Ovarian cancer is the fifth leading cause of deaths in women with all cancer and the most lethal gynecologic malignancy, with more women dying from this disease than all other gynecologic cancer combined. In 2010, approximately 22,000 women will be newly diagnosed with ovarian cancer and ~15,000 will die from this disease in the United States alone. Lack of effective early detection methods and the development of resistance to first-line chemotherapeutics leave few options for the clinical management of ovarian cancer, particularly advanced ovarian cancer. Although 80% of women initially respond to the combination of platinum and taxane-based treatment, the majority of them relapse due to the development of drug resistance. Therefore, circumventing tumor resistance to commonly used first-line agents represents a very important aspect of multiple initiatives to eliminate ovarian cancer, which could result in improved survival and ultimately enhance the quality of life in women with advanced ovarian cancer. Through the collaborative efforts of gynecologic oncologist, cancer biology scientist, and geneticist using state-of-art technologies, the objectives of our proposed work is to develop a novel strategy to predict patient's response to chemotherapy based on the expression profile of a new class of molecules called microRNA (miRNA) and identify potential miRNA targets in order to overcome chemoresistance. Over the last decade, accumulating evidence shows that miRNAs play a critical role in the regulation of gene and protein expression in human disease, with several hundreds of known miRNAs capable of simultaneously modulating the expression of approximately one-third of the genome. Given their prevalence and complex nature, miRNAs represent an attractive candidate to target and thereby prevent the many processes that may lead to ovarian cancer chemoresistance.

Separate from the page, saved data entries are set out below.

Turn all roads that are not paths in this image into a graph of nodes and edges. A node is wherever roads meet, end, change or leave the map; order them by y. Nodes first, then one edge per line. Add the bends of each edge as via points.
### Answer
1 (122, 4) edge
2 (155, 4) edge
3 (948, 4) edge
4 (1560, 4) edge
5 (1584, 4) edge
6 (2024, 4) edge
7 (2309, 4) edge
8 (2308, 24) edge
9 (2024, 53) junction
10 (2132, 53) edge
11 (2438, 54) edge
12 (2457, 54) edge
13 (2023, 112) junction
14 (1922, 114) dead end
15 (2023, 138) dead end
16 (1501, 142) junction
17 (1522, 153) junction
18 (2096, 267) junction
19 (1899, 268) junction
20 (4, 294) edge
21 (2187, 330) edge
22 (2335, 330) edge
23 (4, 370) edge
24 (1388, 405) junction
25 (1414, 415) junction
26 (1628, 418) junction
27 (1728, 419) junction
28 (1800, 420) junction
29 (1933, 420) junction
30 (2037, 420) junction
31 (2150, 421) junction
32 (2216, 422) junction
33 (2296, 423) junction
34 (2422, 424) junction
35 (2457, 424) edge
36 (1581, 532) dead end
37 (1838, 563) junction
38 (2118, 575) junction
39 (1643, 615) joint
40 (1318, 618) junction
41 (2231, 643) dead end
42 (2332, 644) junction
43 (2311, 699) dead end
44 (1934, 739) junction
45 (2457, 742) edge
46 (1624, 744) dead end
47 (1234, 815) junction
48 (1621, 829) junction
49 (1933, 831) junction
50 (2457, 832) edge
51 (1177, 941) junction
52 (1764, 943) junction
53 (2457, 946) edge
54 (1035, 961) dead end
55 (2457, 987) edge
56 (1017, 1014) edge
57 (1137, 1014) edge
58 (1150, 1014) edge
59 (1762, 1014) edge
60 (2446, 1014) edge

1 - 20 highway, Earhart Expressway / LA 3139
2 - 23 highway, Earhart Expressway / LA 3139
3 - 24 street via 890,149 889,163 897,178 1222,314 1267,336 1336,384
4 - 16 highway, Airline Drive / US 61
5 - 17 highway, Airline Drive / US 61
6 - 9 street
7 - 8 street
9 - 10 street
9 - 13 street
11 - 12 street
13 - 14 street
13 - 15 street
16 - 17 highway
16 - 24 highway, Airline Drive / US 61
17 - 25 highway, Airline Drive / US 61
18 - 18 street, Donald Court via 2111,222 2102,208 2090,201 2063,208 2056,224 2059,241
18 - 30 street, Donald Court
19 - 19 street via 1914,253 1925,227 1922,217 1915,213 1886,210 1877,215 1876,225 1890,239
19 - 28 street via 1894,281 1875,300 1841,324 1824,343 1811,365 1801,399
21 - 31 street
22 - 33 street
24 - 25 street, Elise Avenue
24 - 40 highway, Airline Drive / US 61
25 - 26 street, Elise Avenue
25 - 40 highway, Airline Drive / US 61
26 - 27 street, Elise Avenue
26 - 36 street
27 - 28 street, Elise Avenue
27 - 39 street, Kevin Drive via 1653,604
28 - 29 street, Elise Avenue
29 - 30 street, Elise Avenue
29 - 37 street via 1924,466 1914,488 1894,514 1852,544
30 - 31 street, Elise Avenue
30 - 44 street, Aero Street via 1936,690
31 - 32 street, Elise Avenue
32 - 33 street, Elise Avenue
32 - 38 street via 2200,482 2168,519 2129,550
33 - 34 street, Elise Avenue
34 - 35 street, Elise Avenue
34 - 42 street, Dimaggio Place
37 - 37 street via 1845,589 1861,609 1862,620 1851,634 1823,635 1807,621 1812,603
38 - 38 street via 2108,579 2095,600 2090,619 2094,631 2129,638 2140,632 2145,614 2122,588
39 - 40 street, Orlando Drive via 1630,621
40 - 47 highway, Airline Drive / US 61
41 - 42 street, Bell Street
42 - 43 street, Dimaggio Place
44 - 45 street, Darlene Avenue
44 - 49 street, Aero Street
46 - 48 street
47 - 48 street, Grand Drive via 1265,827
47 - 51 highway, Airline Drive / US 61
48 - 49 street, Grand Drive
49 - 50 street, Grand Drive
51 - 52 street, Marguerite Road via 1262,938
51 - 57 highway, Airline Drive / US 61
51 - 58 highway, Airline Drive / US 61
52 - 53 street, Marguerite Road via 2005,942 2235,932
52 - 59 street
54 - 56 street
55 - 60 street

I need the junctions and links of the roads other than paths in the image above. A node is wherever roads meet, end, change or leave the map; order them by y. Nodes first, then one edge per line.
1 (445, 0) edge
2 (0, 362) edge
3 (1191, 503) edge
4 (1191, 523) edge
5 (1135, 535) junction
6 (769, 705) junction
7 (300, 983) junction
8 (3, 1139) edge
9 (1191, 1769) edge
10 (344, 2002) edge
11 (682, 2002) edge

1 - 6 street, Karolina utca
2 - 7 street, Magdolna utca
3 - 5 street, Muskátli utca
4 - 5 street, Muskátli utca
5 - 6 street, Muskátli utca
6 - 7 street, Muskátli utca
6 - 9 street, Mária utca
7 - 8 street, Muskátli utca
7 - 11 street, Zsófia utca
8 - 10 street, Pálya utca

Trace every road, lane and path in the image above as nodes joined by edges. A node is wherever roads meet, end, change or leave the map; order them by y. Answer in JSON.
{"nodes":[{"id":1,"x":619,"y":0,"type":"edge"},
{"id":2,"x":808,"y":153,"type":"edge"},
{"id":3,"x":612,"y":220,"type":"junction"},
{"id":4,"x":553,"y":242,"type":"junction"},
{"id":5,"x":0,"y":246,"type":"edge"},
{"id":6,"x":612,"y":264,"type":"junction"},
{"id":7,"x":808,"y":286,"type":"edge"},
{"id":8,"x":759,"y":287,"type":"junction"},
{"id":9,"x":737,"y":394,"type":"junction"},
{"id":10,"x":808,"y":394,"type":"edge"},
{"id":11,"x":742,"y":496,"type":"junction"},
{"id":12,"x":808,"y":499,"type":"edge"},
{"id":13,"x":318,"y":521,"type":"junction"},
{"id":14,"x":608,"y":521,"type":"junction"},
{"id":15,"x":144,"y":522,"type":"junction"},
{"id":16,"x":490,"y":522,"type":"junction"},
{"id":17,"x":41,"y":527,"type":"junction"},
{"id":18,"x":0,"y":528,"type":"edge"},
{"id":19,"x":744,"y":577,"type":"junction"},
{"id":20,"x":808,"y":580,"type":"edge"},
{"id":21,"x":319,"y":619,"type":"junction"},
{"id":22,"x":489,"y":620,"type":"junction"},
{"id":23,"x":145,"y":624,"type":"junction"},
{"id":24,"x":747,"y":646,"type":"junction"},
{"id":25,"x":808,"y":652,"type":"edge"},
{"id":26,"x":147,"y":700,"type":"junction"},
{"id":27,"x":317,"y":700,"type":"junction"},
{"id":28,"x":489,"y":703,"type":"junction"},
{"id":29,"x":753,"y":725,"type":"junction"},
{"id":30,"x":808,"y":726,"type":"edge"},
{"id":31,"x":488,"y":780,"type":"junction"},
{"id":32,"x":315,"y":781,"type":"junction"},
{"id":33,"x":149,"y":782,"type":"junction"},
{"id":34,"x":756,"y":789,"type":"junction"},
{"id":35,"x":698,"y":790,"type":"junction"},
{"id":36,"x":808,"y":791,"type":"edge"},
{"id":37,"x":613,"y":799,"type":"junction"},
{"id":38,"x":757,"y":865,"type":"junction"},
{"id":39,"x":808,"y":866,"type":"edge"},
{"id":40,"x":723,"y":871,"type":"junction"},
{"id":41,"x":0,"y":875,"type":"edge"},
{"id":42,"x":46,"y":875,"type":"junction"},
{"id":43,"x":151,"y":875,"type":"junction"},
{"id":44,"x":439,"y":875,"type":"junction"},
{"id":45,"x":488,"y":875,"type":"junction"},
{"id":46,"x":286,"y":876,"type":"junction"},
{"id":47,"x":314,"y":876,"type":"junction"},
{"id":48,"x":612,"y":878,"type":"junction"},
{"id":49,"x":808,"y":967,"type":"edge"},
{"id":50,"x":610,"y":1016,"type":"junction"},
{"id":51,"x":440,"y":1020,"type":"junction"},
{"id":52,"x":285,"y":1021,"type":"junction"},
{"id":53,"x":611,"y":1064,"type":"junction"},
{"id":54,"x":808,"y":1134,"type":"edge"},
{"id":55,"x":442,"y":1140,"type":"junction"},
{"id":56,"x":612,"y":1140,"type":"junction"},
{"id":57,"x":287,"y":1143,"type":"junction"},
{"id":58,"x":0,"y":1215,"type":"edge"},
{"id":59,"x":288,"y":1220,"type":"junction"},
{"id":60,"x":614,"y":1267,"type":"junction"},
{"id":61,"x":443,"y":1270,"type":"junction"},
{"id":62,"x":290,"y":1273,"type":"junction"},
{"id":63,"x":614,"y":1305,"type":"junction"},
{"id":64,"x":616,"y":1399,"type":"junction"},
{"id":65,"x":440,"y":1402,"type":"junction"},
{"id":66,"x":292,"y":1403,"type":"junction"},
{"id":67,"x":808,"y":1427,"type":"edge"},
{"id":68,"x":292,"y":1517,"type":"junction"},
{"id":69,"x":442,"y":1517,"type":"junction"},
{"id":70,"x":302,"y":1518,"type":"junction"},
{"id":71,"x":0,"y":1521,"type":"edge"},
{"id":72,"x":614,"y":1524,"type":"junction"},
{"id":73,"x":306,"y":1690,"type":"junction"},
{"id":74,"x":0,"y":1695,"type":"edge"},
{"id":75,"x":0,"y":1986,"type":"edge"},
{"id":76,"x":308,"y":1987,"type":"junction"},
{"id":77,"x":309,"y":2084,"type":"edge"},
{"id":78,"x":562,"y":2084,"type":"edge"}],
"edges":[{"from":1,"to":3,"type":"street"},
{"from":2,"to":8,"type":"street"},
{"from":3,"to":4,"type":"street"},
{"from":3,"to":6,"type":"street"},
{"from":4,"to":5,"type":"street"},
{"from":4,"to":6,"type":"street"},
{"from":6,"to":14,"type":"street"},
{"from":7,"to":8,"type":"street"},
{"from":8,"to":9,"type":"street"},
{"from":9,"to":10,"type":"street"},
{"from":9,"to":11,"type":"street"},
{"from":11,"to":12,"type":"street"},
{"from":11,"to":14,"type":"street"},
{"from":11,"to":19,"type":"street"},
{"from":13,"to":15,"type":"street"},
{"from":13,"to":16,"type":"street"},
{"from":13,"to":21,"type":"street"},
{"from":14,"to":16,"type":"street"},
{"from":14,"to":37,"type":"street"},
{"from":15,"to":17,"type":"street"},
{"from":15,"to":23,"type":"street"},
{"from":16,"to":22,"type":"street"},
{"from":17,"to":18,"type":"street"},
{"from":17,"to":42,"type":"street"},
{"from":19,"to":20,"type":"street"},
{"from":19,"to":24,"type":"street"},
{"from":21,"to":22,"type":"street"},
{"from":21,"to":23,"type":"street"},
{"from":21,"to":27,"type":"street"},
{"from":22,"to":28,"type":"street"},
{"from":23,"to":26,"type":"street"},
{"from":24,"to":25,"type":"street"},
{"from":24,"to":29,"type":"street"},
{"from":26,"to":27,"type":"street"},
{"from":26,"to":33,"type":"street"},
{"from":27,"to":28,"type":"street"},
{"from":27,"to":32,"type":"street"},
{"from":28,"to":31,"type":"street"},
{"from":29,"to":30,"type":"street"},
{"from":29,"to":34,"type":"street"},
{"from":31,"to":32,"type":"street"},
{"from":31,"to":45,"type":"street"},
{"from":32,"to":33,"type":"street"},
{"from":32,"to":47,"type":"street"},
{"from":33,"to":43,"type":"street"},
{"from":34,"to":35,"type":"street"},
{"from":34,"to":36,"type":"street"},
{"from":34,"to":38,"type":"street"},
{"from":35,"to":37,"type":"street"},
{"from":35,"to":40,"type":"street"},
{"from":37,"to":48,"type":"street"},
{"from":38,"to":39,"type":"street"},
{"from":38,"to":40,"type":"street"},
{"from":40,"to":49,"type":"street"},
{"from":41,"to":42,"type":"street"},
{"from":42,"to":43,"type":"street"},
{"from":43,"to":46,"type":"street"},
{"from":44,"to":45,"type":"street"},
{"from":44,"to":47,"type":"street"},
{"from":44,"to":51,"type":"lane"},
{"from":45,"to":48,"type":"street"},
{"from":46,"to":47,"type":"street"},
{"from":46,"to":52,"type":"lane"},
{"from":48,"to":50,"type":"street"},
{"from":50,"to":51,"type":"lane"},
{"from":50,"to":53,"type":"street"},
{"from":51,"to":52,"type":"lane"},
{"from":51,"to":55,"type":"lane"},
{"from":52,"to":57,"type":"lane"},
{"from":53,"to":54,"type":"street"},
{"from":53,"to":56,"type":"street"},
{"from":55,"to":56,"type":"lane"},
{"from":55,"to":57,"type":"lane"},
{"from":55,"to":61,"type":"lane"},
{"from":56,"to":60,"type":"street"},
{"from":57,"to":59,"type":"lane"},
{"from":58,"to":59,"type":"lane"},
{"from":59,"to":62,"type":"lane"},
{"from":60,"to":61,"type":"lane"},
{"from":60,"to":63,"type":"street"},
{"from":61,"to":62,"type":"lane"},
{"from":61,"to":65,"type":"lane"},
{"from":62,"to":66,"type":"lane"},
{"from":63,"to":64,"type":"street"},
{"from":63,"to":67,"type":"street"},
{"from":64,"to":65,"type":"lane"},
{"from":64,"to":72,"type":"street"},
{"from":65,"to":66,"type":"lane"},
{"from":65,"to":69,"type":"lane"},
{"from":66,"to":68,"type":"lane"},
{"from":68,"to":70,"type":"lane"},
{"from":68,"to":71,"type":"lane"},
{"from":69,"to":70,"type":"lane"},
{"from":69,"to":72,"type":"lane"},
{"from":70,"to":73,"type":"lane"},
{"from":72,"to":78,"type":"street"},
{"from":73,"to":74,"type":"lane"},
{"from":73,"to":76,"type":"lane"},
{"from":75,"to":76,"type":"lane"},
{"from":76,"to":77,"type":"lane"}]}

Our proposed research, if successful, will help women who are newly diagnosed with late-stage ovarian cancer in two major ways: (1) genetic profiling of key miRNAs associated with chemoresistance validated in our research will help predict patients' responses to clinically available first-line agents and thus provide guidance for the selection of tailored chemotherapeutic regimens in order to decrease the incidence of recurrence; (2) adjuvant therapy using drugs targeting resistance-associated miRNA will enhance the sensitivity of tumor response to first-line agents and ultimately improve survival. As mounting evidence suggests the potential roles of miRNA in the regulation of cancer-related gene networks and the involvement in cancer initiation and progression, we expect our research will identify predictive markers for chemoresponse and identify novel targets for developing miRNA-targeted therapeutics. With the projected benefits of improving ovarian cancer response to chemotherapy and reducing the burden of ovarian cancer, our study is not without risks. Since the identification of first miRNA in 1993, miRNA remains a relatively new class of molecules with a lot of their biological roles not fully understood. Because each miRNA regulates the expression of hundreds of target genes involved in human physiology and pathology, some off-target inhibition not specific to the chemoresistance-related genes may lead to side effects when used as therapeutic target. However, as we build our understanding of the biological and functional roles of each chemoresistance-associated miRNA, we are confident that a new drug targeting miRNA to enhance chemosensitivity will be validated within the next 5 to 10 years and unique drug-specific resistance-associated miRNA signatures will be used as predictive markers to direct the selection of first-line agents and monitor disease progression in the next 2 to 5 years. The power of our approach to identify miRNAs associated with chemoresistance resides in our team's ability to perform comprehensive characterization of miRNA signatures in ovarian cancer followed by the functional consequences in vivo using a state-of-the-art mouse model of ovarian cancer. This combination of functional and molecular characterization of relevant miRNAs will allow for the rapid discovery and validation of novel signaling pathways driving ovarian cancer chemoresistance and the development of new treatments for this deadly disease.